- TRY IT: Filter the entries, keeping every line with the word "graph".

[Stored items from a collection]
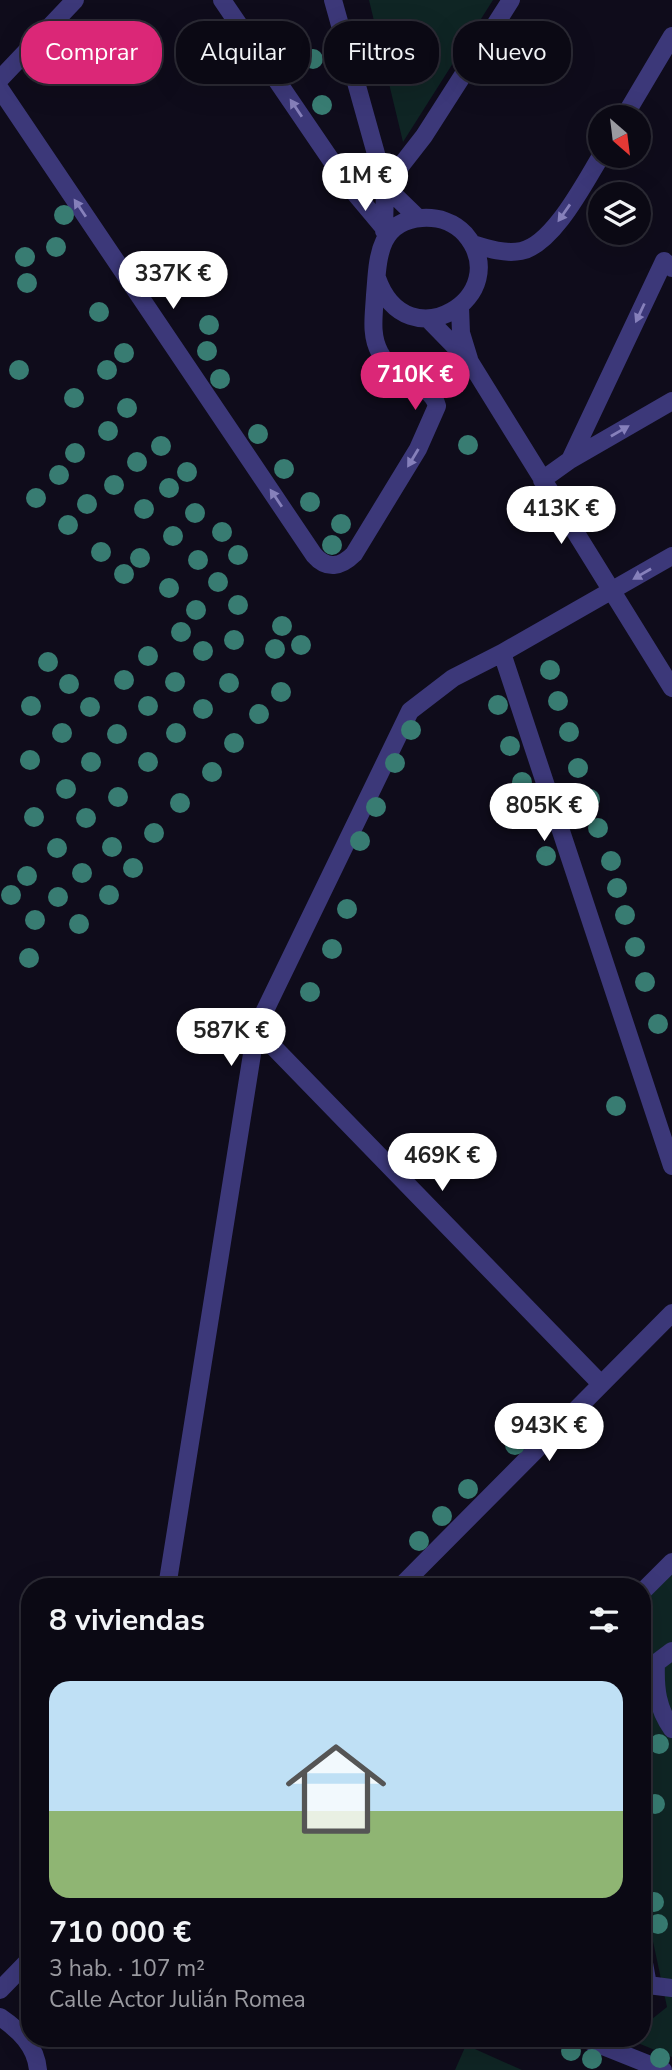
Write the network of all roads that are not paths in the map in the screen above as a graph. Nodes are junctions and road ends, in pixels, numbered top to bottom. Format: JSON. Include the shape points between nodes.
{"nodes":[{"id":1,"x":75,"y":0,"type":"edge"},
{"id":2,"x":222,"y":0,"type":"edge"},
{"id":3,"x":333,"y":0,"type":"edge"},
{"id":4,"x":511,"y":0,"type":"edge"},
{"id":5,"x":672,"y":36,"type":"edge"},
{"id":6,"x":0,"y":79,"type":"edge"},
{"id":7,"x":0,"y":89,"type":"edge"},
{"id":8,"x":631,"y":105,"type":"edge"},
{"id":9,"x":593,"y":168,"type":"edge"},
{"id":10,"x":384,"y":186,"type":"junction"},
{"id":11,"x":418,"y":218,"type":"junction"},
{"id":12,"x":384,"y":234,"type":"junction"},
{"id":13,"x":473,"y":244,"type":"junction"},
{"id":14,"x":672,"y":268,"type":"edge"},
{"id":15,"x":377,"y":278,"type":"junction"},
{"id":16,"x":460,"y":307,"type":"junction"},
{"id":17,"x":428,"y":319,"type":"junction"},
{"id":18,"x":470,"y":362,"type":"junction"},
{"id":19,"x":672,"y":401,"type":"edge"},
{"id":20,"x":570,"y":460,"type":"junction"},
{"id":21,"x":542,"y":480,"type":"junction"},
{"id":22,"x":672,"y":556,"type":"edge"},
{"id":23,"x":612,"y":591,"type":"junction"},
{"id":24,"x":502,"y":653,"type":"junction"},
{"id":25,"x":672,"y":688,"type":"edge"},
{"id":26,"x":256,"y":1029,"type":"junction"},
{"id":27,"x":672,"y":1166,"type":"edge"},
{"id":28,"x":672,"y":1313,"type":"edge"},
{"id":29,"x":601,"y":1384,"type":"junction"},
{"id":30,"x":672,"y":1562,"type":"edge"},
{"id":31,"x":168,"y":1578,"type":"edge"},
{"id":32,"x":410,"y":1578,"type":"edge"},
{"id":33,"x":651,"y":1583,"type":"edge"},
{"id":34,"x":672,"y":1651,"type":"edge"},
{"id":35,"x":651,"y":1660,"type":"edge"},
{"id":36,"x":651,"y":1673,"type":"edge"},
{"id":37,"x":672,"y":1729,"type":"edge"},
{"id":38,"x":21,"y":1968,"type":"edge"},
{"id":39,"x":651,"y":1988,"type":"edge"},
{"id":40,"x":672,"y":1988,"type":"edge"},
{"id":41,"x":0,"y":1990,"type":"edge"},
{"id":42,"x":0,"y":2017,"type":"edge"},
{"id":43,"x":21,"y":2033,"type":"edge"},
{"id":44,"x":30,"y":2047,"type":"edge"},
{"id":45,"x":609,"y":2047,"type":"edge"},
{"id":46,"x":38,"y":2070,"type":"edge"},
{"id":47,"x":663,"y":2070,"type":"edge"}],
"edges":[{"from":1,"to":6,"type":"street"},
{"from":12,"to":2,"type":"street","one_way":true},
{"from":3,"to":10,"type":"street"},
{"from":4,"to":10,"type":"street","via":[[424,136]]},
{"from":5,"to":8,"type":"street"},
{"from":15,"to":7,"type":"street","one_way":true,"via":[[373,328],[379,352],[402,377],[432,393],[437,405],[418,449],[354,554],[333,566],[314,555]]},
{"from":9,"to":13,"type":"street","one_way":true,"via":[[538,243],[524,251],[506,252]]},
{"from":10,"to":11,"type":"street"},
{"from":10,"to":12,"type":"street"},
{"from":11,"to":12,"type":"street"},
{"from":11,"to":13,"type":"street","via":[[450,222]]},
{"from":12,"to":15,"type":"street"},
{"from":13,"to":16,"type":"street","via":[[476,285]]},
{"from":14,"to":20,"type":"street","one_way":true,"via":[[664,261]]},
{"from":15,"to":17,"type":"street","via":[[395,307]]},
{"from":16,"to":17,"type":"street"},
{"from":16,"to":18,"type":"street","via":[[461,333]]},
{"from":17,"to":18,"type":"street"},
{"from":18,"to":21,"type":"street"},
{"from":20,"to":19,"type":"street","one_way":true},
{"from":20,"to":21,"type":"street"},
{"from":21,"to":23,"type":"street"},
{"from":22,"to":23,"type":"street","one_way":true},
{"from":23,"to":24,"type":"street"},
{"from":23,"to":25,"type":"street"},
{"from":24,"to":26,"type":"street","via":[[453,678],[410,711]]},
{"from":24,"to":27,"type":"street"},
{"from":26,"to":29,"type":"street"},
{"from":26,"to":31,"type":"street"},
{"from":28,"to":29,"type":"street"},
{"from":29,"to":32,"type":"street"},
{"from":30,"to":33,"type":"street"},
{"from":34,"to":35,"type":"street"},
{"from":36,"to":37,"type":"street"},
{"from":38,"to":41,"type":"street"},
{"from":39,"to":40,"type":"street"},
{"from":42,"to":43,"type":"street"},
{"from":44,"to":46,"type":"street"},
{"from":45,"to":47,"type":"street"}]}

--

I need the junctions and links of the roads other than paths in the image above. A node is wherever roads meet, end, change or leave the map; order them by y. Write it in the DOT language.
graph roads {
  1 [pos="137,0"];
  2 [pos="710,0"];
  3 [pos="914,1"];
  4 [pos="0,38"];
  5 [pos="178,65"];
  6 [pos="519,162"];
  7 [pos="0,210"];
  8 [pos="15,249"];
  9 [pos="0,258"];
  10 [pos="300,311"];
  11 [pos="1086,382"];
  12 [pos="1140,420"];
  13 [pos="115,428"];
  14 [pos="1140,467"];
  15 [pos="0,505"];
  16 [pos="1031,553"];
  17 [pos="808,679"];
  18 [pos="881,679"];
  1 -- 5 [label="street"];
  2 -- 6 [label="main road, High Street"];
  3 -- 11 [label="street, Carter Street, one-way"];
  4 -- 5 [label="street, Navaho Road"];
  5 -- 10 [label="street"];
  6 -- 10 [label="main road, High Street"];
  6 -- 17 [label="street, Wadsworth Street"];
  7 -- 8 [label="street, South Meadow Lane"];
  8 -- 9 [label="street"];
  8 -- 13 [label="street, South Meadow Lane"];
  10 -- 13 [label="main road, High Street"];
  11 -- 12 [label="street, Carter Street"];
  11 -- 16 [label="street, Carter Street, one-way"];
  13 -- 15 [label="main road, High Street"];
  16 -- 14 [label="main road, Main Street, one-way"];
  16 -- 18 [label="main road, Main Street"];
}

- ANSWER SECTION:
Write the network of all roads that are not paths in the map in the screen above as a graph. Nodes are junctions and road ends, in pixels, numbered top to bottom. Format: JSON. Include the shape points between nodes.
graph roads {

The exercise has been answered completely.